Considérant qu'il y a lieu de mettre à la charge de l'Etat, en application des dispositions de l'article L. 761-1 du code de justice administrative, la somme de 4 500 euros à verser à la société Crédit Industriel et Commercial, a titre des frais exposés par elle devant le Conseil d'Etat et la cour administrative d'appel et non compris dans les dépens ;

D E C I D E :

--------------

Article 1er : Les articles 1er à 3 de l'arrêt du 17 décembre 2009 de la cour administrative d'appel de Paris sont annulés.

Article 2 : Le recours présenté par le MINISTRE DU BUDGET, DES COMPTES PUBLICS ET DE LA FONCTION PUBLIQUE devant la cour administrative d'appel de Paris est rejeté.

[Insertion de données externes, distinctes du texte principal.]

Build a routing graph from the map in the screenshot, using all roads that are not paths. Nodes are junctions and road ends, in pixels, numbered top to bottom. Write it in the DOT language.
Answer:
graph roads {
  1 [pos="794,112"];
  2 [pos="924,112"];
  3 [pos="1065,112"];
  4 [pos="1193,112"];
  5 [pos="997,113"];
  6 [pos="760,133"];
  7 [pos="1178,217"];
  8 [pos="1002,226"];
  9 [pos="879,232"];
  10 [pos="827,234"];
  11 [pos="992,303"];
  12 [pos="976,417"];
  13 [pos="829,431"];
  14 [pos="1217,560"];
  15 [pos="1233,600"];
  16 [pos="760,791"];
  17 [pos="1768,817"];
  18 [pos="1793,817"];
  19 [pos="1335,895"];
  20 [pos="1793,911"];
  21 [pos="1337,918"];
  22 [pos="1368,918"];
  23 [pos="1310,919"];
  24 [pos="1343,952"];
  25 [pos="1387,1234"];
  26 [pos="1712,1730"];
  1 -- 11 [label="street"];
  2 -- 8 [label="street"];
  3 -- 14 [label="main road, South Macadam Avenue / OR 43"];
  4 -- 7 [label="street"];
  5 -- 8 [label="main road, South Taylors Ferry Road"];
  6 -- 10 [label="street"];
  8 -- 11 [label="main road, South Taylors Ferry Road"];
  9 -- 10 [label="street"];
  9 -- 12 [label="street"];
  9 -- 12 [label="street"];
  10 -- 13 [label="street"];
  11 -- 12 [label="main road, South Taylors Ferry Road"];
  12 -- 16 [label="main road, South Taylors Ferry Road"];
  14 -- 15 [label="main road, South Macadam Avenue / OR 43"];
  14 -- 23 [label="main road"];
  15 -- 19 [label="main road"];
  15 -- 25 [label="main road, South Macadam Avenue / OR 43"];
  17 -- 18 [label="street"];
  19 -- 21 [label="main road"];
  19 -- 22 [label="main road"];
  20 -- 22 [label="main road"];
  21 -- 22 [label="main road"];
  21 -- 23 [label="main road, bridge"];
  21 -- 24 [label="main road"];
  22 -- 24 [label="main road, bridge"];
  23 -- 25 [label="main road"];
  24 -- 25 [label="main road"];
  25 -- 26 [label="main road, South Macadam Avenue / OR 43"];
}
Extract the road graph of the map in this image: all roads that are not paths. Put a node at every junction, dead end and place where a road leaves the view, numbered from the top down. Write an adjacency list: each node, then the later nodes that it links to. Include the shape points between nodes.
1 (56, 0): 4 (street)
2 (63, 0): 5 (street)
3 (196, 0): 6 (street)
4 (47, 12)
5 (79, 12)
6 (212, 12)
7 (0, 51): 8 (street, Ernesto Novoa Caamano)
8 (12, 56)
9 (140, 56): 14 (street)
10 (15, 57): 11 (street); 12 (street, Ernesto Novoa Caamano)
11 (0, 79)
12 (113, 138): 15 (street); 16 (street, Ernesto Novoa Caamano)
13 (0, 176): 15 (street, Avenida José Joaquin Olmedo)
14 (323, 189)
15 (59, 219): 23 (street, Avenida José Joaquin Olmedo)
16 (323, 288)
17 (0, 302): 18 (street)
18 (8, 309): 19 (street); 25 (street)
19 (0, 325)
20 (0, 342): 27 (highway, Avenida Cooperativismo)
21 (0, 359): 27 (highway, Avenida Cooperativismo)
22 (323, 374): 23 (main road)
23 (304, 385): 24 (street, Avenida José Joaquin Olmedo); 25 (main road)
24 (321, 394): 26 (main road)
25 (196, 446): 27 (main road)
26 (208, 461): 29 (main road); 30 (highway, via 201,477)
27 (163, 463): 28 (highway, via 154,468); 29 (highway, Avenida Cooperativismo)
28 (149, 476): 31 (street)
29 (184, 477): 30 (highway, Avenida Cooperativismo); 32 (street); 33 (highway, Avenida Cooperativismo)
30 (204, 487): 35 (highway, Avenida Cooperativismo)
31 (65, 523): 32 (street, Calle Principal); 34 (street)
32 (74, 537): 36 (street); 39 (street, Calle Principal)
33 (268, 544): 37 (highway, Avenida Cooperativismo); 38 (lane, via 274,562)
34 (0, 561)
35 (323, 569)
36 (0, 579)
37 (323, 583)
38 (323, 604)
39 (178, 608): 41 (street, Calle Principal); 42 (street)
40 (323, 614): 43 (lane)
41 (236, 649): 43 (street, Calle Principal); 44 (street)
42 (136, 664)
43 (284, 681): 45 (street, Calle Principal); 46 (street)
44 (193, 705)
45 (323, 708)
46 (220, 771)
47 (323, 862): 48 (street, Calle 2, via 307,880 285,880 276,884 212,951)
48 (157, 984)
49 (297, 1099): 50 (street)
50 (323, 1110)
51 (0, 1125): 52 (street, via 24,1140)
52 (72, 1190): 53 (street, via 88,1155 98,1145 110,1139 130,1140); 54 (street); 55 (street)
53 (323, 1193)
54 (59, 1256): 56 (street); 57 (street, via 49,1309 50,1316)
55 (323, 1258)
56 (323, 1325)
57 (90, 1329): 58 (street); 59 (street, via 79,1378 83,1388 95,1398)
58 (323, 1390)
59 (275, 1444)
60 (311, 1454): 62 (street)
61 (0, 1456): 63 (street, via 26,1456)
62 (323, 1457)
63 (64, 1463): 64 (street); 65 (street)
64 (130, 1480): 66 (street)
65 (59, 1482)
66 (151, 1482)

Article 3 : La société Crédit Industriel et Commercial, venant aux droits de la société civile des succursales du Crédit Industriel et Commercial, est déchargée de la taxe sur les locaux à usage de bureaux, les locaux commerciaux et les locaux de stockage perçue dans la région Ile-de-France à laquelle cette société a été assujettie au titre de l'année 2002 à concurrence de la somme correspondant au local occupé par le directeur de l'agence bancaire située au 64, rue de la Chaussée d'Antin à Paris (9ème arrondissement).

Article 4 : Le jugement du 20 mars 2008 du tribunal administratif de Paris est réformé en ce qu'il a de contraire à la présente décision.

Article 5 : L'Etat versera à la société Crédit Industriel et Commercial la somme de 4 500 euros au titre de l'article L. 761-1 du code de justice administrative.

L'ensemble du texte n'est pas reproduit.